Figure 1: Gross examination: On cut section of the resected mass, encapsulated gray-brown
mass from lateral border of the tongue
Figure 2: (a) H and E sections, Low power (×10) showing spindle-to-oval cells with
indistinct cytoplasm arranged in fascicles and fibromyxoid matrix. Note osteoid formation
on lower left end. (b) Atypical mitosis with nuclear pleomorphism seen on high-power
view (×40). Immunohistochemical markers: (c) S100 (C + N) and (d) Vimentin (C) positivity,
(e) cytokeratin (C) and (f) P63(N) negativity
Discussion
Malignant OFMT of the tongue is an unusual site for a rare tumor. In 1989, a series
of 59 cases from the Armed Forces Institute of Pathology revealed the benign nature
of majority of cases. However, few cases may recur locally and metastasize.[1]
Folpe and Weiss found that recurrence and metastatic rate of OFMTs were 17% and 5%,
respectively, and they considered these lesions to be of borderline malignancy.[2] In their study of 70 cases of OFMTs, 29% of cases showed typical features and 64%
of cases showed mixed features of typical and atypical.

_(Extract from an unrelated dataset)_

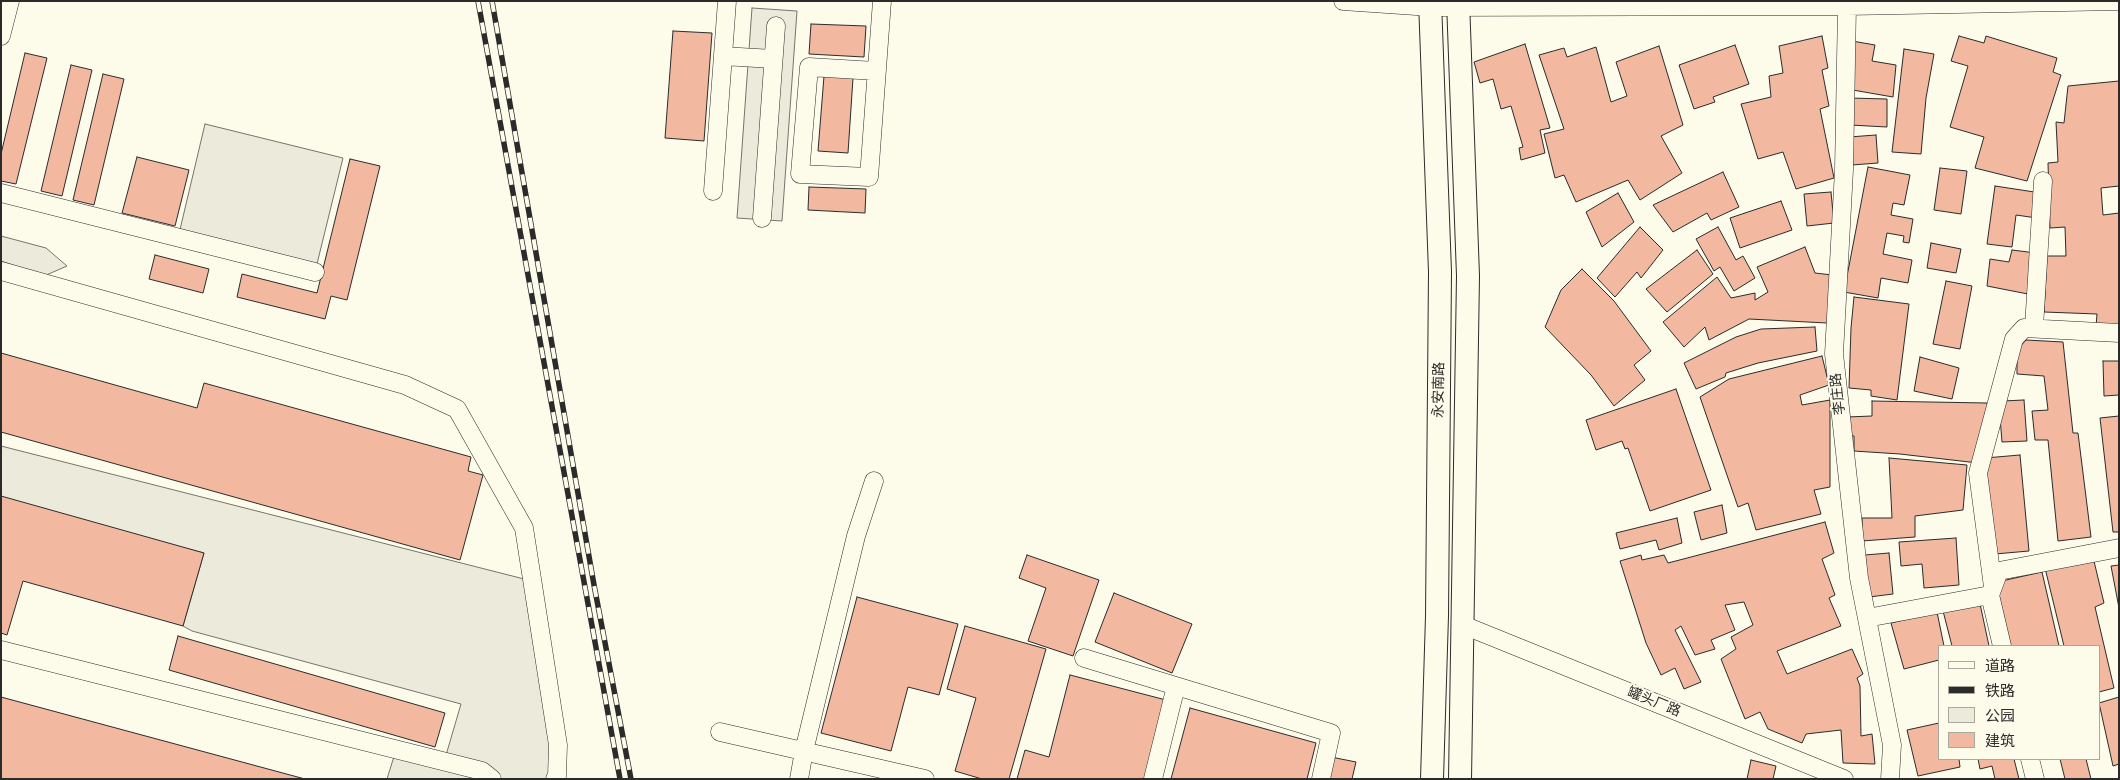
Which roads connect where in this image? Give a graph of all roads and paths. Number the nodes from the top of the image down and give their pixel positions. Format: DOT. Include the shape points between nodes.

The tumors occurred as subcutaneous
or deeply seated masses in the trunk and proximal extremities. After the analysis,
they concluded that tumors with a high nuclear grade, increased cellularity and mitotic
count >2/50 HPF should be regarded as sarcoma with a significant potential for metastasis,
but after follow-up, six of ten cases had metastatic disease, described later as atypical
OFMTs. They had atypical histological features including high nuclear grade, increased
cellularity, and increased mitotic activity. The present case also has an increased
cellularity, moderate nuclear atypia, and increased mitotic activity with morphological
features of OFMTs. The patient had a history of recurrence at the lateral border of
the tongue, which is a very unusual site of OFMTs.
Williams et al. reported that one of nine head-and-neck OFMTs have malignant behavior.[4] In 1995, Kilpatrick et al. reported 6 atypical/malignant OFMTs. On follow-up, some cases developed recurrence
and few presented with distant metastasis.[5] Graham et al. also suggested the term “malignant OFMT” using IHC and gene expression profiling.[6]
Ohta et al. reported the recurrence of malignant OFMT of the tongue. Recurrent tumor was composed
of closely packed cells positive for vimentin and S-100 proliferating in a nodular
fashion; tumor cells were arranged in a diffuse or cord-like manner with high cellularity
and mitotic activity within an abundant fibromyxoid matrix, along with a small amount
of metaplastic ossification, corresponding to the histopathological characteristic
of OFMT. The present case also has similar morphological and IHC findings.[3]
The line of differentiation of OFMT is still in doubt. Some literature suggested a
Schwannian or neuronal differentiation.[7] While Enzinger et al. proposed its cartilaginous or myoepithelial differentiation. Recently, according
to Gebre-Medhin et al., the arrangement of PHF1 gene in these tumors suggests that OFMTs are translocation
associated showing scrambled phenotype which is originally hypothesized by Folpe and
Weiss in 2003.[8]
A variety of lesions were considered in the differential diagnosis, including sarcomatoid
carcinoma, epithelioid smooth muscle tumors, epithelioid nerve sheath tumors, myoepithelioma/myoepithelial
carcinoma, and ectomesenchymal chondromyxoid tumors of the tongue. Because of their
overlapping IHC markers expression, they were excluded on the basis of clinical, radiological,
and histological findings. Peripheral bone formation is a pathognomonic feature of
OFMT, aneurysmal bone cyst of the soft tissue, and myositis ossificans. The above-mentioned
differential diagnosis does not have peripheral bone formation and they have ossification
within the tumor. A final diagnosis of malignant OFMT is made. Because of the possibility
of recurrence, understanding OFMT in the tongue with exclusion of other differential
diagnoses is essential for proper and prompt management.